I mailed the webmaster, listening to the remarkable name of Francisco van Jole, and I remember I was very surprised when a reply arrived in the very same minute I’d send my remarks. Not only the webmaster, but even the man really existed, in that tenderly awakening digital world!
In Dutch at @ DutchCowboys
His answer learned me something about the Internet. “Thank you very much”, Francisco wrote, “But I’m not going to change it, because that would mean I’m forging history. I’ll add a note to the article, and I’ll be back on it in the next newsletter.
Eleven years on, while couple books have passed about net- and email-etiquette, at the Internet desk of our newspaper website we’re still waiting for rules or regulation regarding website errata. What to do when errors are published?
A level up, where rules nor regulation are not made yet, the official advise is to handle practical, with some pragmatism. Translated into daily practising that means: do as you like, until we decide different.
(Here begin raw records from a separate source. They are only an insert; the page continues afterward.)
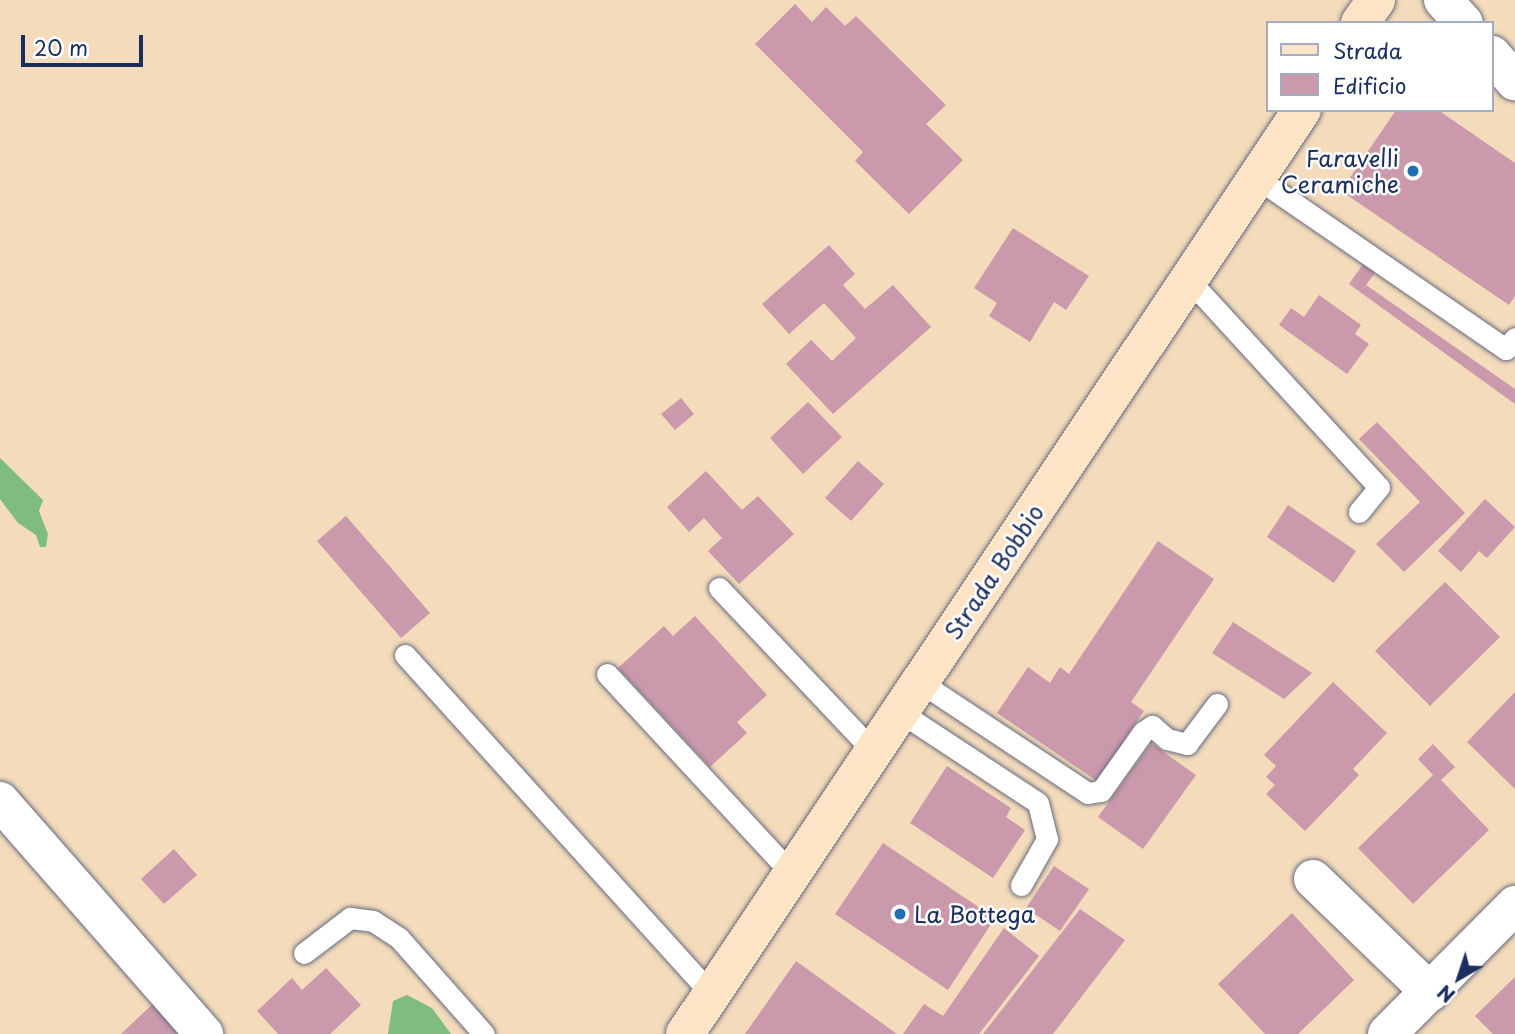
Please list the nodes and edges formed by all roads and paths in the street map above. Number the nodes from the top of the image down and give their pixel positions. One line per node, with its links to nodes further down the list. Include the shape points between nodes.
1 (1376, 0): 3 (main road)
2 (1443, 0): 4 (street)
3 (1361, 21)
4 (1462, 21)
5 (1494, 57): 6 (street)
6 (1515, 80)
7 (1301, 112): 8 (main road, Strada Bobbio)
8 (1257, 178): 9 (main road, Strada Bobbio); 10 (lane, via 1506,349)
9 (1189, 280): 11 (lane, via 1379,487); 15 (main road, Strada Bobbio)
10 (1515, 338)
11 (1359, 512)
12 (719, 588): 17 (lane)
13 (405, 655): 25 (lane)
14 (607, 674): 19 (lane)
15 (911, 697): 16 (lane, via 1088,793 1101,791 1143,732 1152,726 1167,739 1186,744); 17 (main road, Strada Bobbio); 21 (lane, via 1038,803 1047,839)
16 (1217, 704)
17 (874, 752): 19 (main road, Strada Bobbio)
18 (0, 801): 26 (street)
19 (792, 874): 25 (main road, Strada Bobbio)
20 (1313, 879): 24 (street)
21 (1021, 885)
22 (1515, 905): 24 (street)
23 (304, 953): 27 (lane, via 350,918 373,921 399,938)
24 (1430, 992): 29 (street)
25 (711, 994): 28 (main road, Strada Bobbio)
26 (204, 1034)
27 (484, 1034)
28 (685, 1034)
29 (1387, 1034)

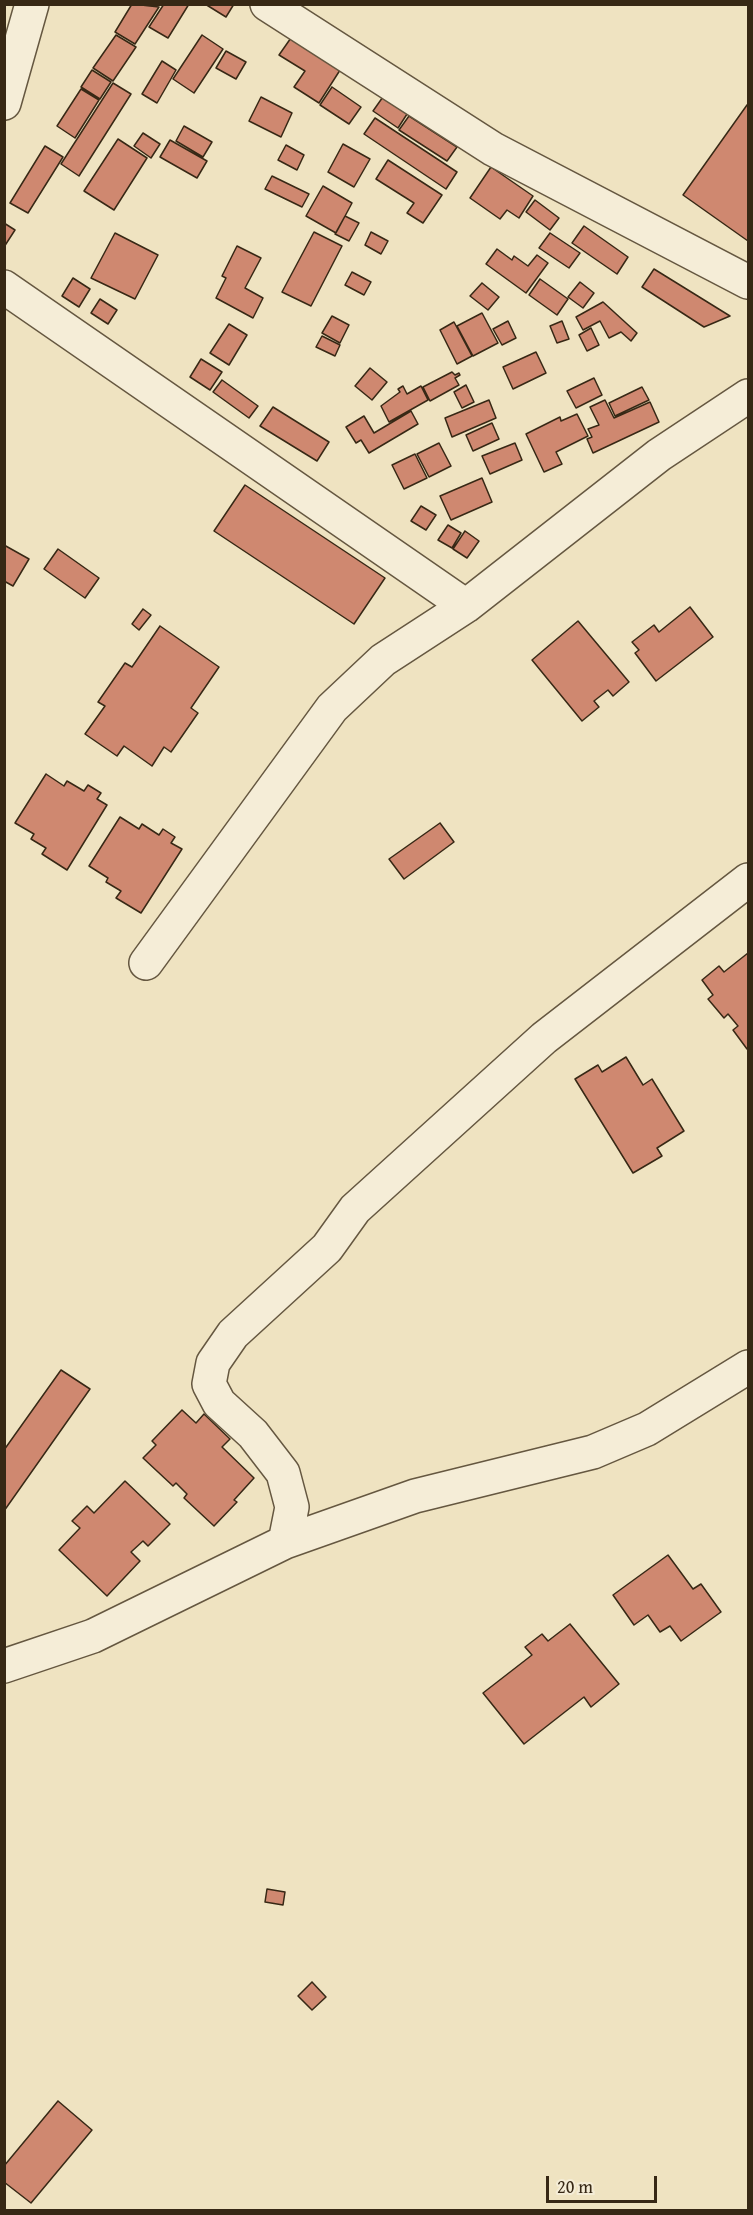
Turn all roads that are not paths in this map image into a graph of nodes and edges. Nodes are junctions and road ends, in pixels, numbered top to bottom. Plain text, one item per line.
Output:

Which means that every once in a while, an article disliked by someone somewhere, for whatever reason, is changed, edited, or simply killed. Even worse: on a number of occasions I’ve received the marching order from the brass to purge an article from our online archives.
Disregarding the fact that I’d understood the arguments, in all cases I stood my ground – in all cases in vain – , pointing out to Fransisco’s lesson: we’re forging history if we do so. Once published is published forever.
Apart from the ethical questions and answers, my point is the pointlessness of purging something published on the Internet. If it’s really something worth while, it has spread out over the web the moment it’s published. By means of theRSS feeds, the newsletters, the caches of search engines, together forming an immediately starting, unbreakable chain.
Those who have blundered in a royal way are rewarded with screenshots on WebWereld, ReteCool or GeenStijl, and will see his errors again and again, also published on paper.
Don’t, is my advice, just add a footnote to the blunder, freshly published or archived, with explanation and humble apologizes. Fair, sportsmanlike, elegant, and no fussing with history.
Erratum #1: changed 19951 in 1995 after a comment from Pieter. Gracias.